Saved data entries:

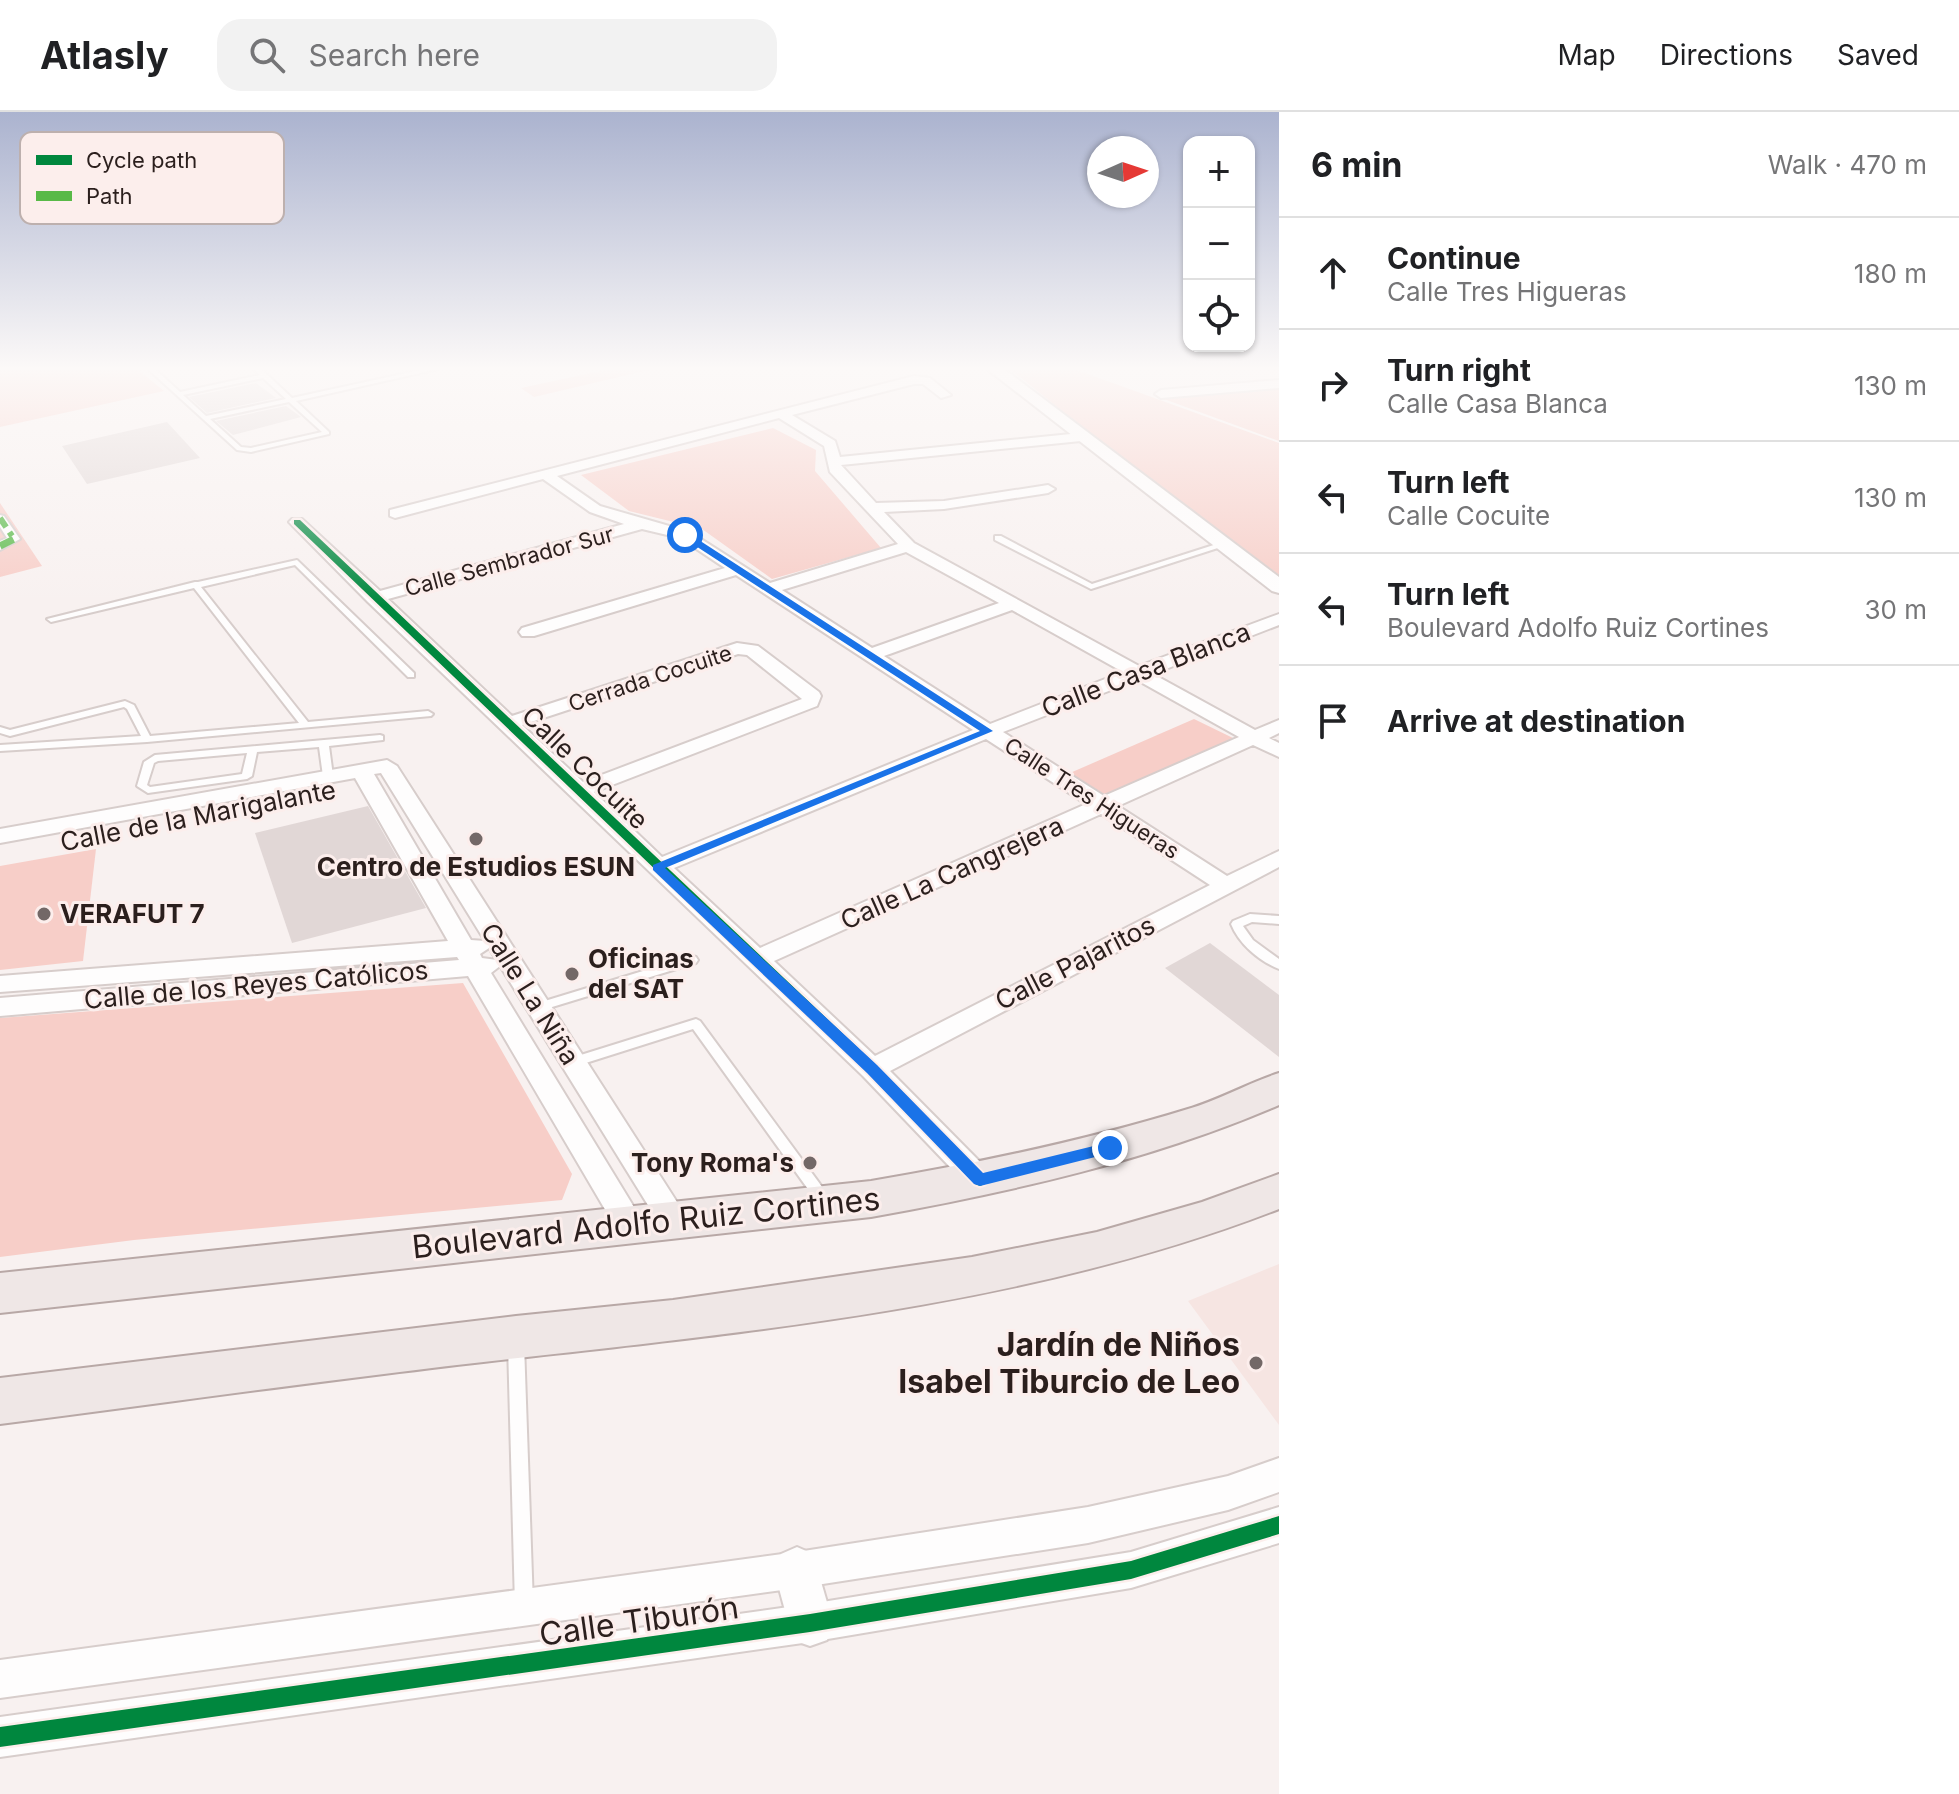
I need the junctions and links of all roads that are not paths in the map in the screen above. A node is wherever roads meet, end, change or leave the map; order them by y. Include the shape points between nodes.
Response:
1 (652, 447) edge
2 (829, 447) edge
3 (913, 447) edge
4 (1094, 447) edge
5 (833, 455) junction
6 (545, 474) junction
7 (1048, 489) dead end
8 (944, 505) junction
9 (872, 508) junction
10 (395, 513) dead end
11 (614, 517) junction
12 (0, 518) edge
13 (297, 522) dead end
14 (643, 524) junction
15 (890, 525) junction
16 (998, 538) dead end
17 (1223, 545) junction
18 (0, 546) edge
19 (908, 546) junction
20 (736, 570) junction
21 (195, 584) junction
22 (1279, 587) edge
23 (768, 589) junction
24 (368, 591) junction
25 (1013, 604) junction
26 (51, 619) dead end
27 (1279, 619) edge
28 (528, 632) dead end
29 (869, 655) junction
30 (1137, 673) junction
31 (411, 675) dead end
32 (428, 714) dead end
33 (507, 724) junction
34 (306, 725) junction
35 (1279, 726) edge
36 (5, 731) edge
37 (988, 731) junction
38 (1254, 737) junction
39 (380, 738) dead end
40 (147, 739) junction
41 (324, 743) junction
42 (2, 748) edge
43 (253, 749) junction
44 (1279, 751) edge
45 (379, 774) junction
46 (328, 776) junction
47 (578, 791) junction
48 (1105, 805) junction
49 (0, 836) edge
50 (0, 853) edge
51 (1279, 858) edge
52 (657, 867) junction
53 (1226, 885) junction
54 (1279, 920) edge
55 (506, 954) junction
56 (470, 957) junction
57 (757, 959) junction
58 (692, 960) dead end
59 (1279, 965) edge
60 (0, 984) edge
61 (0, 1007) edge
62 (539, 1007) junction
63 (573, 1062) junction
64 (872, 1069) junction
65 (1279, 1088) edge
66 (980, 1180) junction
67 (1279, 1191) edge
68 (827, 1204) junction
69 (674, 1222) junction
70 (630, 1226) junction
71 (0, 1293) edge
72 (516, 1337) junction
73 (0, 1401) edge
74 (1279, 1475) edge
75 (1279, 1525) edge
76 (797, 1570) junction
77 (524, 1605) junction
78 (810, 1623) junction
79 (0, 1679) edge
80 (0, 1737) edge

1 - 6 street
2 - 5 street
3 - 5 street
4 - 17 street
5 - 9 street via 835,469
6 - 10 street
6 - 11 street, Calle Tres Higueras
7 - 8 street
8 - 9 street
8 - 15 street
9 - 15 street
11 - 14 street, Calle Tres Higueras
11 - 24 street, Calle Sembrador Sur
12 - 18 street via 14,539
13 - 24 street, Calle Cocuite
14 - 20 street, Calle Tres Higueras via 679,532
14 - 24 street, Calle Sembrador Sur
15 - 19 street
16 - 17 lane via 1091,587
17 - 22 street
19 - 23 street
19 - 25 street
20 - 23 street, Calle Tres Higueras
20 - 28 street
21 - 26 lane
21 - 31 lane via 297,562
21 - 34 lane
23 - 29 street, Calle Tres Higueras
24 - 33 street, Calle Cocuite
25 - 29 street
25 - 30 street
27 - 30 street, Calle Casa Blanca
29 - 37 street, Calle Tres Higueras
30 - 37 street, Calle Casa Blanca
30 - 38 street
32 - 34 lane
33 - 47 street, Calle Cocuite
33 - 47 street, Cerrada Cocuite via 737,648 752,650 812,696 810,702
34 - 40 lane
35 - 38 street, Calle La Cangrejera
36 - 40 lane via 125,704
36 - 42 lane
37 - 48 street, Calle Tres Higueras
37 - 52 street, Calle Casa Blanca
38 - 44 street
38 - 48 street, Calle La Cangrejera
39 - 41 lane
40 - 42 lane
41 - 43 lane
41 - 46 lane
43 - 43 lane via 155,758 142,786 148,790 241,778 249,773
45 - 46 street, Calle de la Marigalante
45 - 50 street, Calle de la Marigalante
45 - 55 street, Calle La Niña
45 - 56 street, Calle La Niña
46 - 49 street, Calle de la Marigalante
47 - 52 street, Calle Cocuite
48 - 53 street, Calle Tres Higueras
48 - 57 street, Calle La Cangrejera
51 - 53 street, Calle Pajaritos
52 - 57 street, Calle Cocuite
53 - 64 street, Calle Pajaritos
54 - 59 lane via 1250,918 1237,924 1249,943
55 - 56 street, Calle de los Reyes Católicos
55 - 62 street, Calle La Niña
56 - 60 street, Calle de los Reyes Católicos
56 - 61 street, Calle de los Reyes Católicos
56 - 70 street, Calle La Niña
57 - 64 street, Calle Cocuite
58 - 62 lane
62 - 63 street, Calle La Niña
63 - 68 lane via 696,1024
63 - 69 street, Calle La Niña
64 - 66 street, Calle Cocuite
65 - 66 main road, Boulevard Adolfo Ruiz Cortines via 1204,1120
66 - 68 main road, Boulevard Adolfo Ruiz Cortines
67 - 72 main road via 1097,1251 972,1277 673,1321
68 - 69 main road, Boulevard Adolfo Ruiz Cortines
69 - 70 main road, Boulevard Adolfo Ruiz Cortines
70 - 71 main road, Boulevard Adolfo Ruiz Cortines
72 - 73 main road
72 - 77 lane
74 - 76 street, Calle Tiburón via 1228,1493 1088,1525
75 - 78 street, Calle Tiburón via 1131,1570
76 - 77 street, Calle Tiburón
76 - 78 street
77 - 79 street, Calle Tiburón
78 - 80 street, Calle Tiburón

### What is required:
Gather every line from the entries above where the word "Ruiz" appears, and copy them.

### Problem solution:
65 - 66 main road, Boulevard Adolfo Ruiz Cortines via 1204,1120
66 - 68 main road, Boulevard Adolfo Ruiz Cortines
68 - 69 main road, Boulevard Adolfo Ruiz Cortines
69 - 70 main road, Boulevard Adolfo Ruiz Cortines
70 - 71 main road, Boulevard Adolfo Ruiz Cortines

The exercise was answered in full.